(DATA FOR THE TASK Opens)
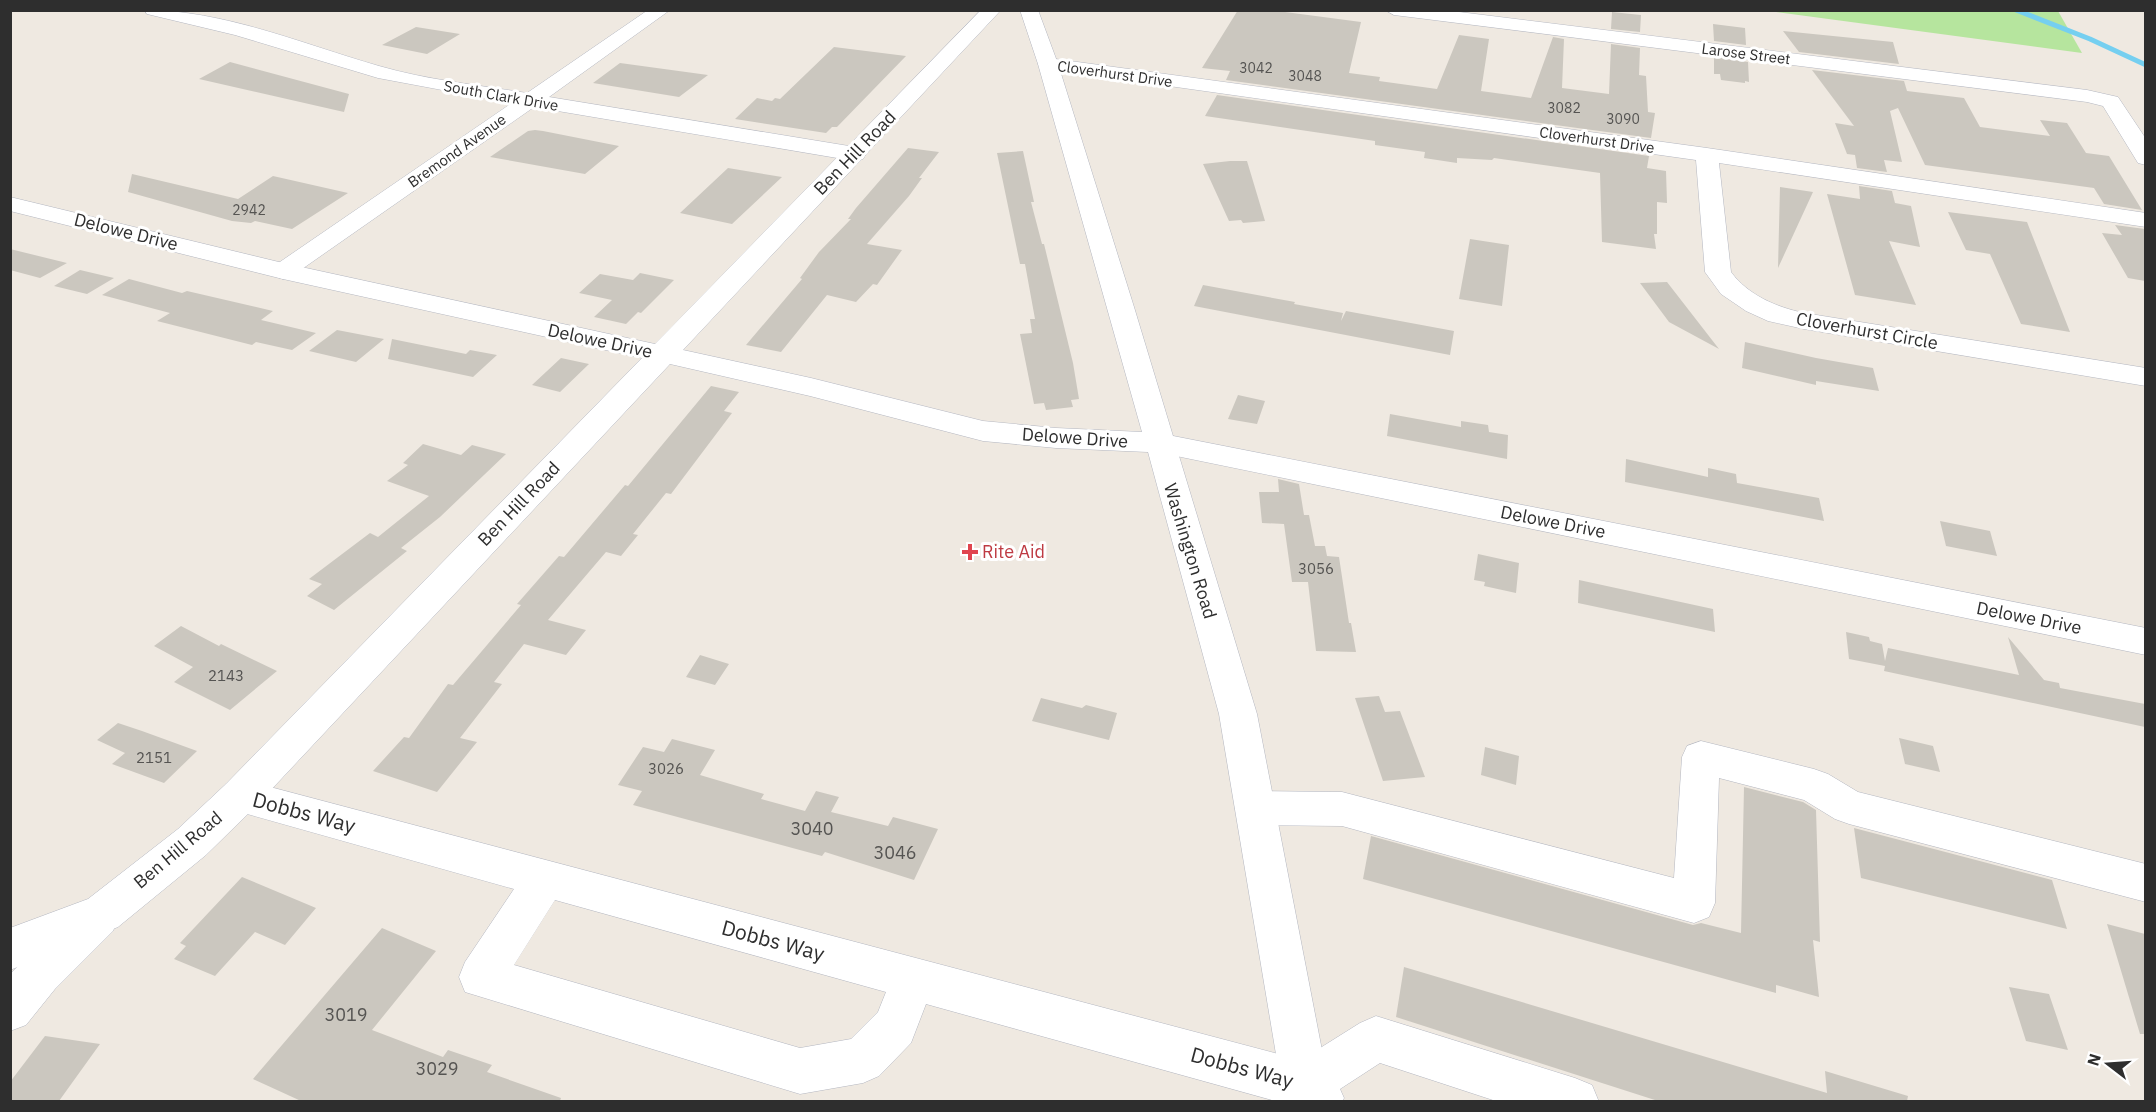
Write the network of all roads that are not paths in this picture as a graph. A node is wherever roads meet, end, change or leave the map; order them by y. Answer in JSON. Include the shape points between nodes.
{"nodes":[{"id":1,"x":153,"y":10,"type":"edge"},
{"id":2,"x":661,"y":10,"type":"edge"},
{"id":3,"x":992,"y":10,"type":"edge"},
{"id":4,"x":1029,"y":10,"type":"edge"},
{"id":5,"x":1394,"y":10,"type":"edge"},
{"id":6,"x":1048,"y":64,"type":"junction"},
{"id":7,"x":530,"y":101,"type":"junction"},
{"id":8,"x":855,"y":154,"type":"junction"},
{"id":9,"x":1707,"y":155,"type":"junction"},
{"id":10,"x":2145,"y":158,"type":"edge"},
{"id":11,"x":10,"y":204,"type":"edge"},
{"id":12,"x":2145,"y":220,"type":"edge"},
{"id":13,"x":283,"y":271,"type":"junction"},
{"id":14,"x":662,"y":354,"type":"junction"},
{"id":15,"x":2145,"y":377,"type":"edge"},
{"id":16,"x":1158,"y":443,"type":"junction"},
{"id":17,"x":2145,"y":642,"type":"edge"},
{"id":18,"x":240,"y":796,"type":"junction"},
{"id":19,"x":1255,"y":808,"type":"junction"},
{"id":20,"x":545,"y":879,"type":"junction"},
{"id":21,"x":2145,"y":883,"type":"edge"},
{"id":22,"x":103,"y":913,"type":"junction"},
{"id":23,"x":10,"y":949,"type":"edge"},
{"id":24,"x":913,"y":979,"type":"junction"},
{"id":25,"x":10,"y":1009,"type":"edge"},
{"id":26,"x":1312,"y":1096,"type":"edge"},
{"id":27,"x":1575,"y":1101,"type":"edge"}],
"edges":[{"from":1,"to":7,"type":"street","name":"South Clark Drive","via":[[241,31],[378,72]]},
{"from":2,"to":7,"type":"street","name":"Bremond Avenue"},
{"from":3,"to":8,"type":"street","name":"Ben Hill Road"},
{"from":4,"to":6,"type":"street","name":"Washington Road"},
{"from":5,"to":10,"type":"street","name":"Larose Street","via":[[2097,98],[2111,101]]},
{"from":6,"to":9,"type":"street","name":"Cloverhurst Drive"},
{"from":6,"to":16,"type":"street","name":"Washington Road"},
{"from":7,"to":8,"type":"street","name":"South Clark Drive"},
{"from":7,"to":13,"type":"street","name":"Bremond Avenue"},
{"from":8,"to":14,"type":"street","name":"Ben Hill Road"},
{"from":9,"to":12,"type":"street","name":"Cloverhurst Drive"},
{"from":9,"to":15,"type":"street","name":"Cloverhurst Circle","via":[[1718,272],[1730,289],[1755,306],[1804,321]]},
{"from":11,"to":13,"type":"street","name":"Delowe Drive"},
{"from":13,"to":14,"type":"street","name":"Delowe Drive"},
{"from":14,"to":16,"type":"street","name":"Delowe Drive","via":[[983,431]]},
{"from":14,"to":18,"type":"street","name":"Ben Hill Road"},
{"from":16,"to":17,"type":"street","name":"Delowe Drive"},
{"from":16,"to":19,"type":"street","name":"Washington Road","via":[[1238,714]]},
{"from":18,"to":20,"type":"street","name":"Dobbs Way"},
{"from":18,"to":22,"type":"street","name":"Ben Hill Road","via":[[192,842]]},
{"from":19,"to":21,"type":"street","via":[[1342,809],[1694,903],[1701,757],[1814,786],[1849,807]]},
{"from":19,"to":26,"type":"street","name":"Washington Road"},
{"from":20,"to":24,"type":"street","name":"Dobbs Way"},
{"from":20,"to":24,"type":"street","via":[[481,977],[800,1071],[863,1060],[895,1027]]},
{"from":22,"to":23,"type":"street","name":"Ben Hill Road"},
{"from":22,"to":25,"type":"street","via":[[39,974]]},
{"from":24,"to":26,"type":"street","name":"Dobbs Way"},
{"from":26,"to":27,"type":"street","via":[[1376,1040]]}]}
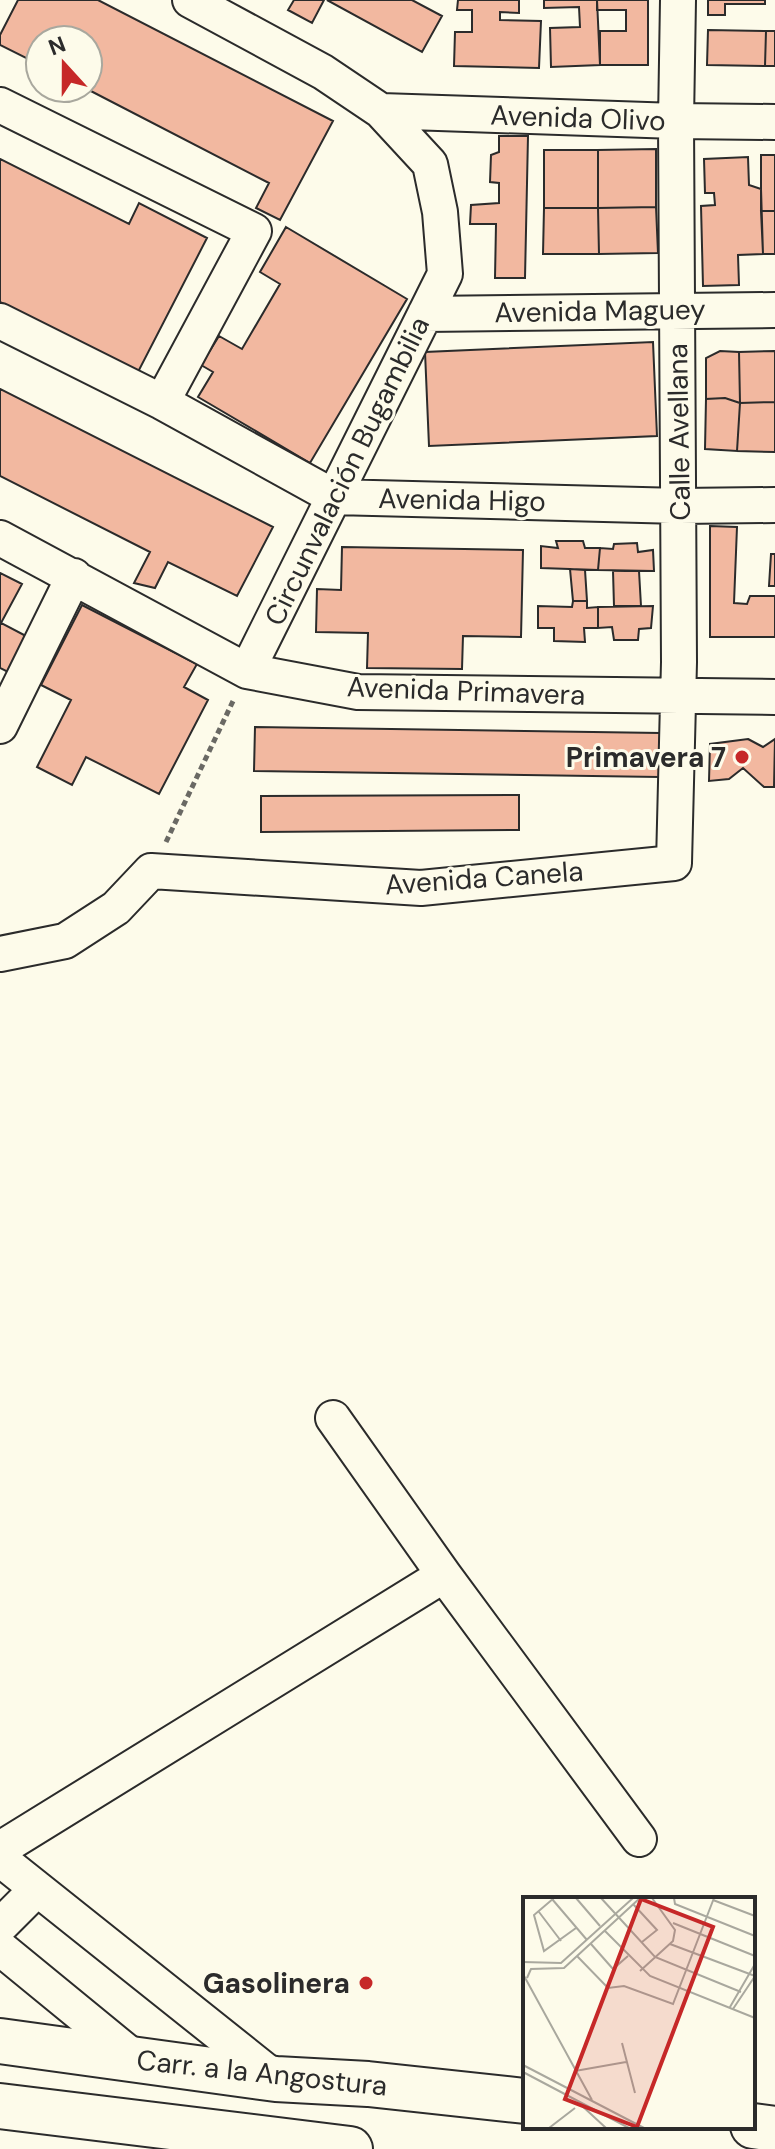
(DATA FOR THE TASK Closes)
[EXERCISE] Which lines hold the word "Bremond"? Copy each of them from the records.

[YOUR SOLUTION]
{"from":2,"to":7,"type":"street","name":"Bremond Avenue"},
{"from":7,"to":13,"type":"street","name":"Bremond Avenue"},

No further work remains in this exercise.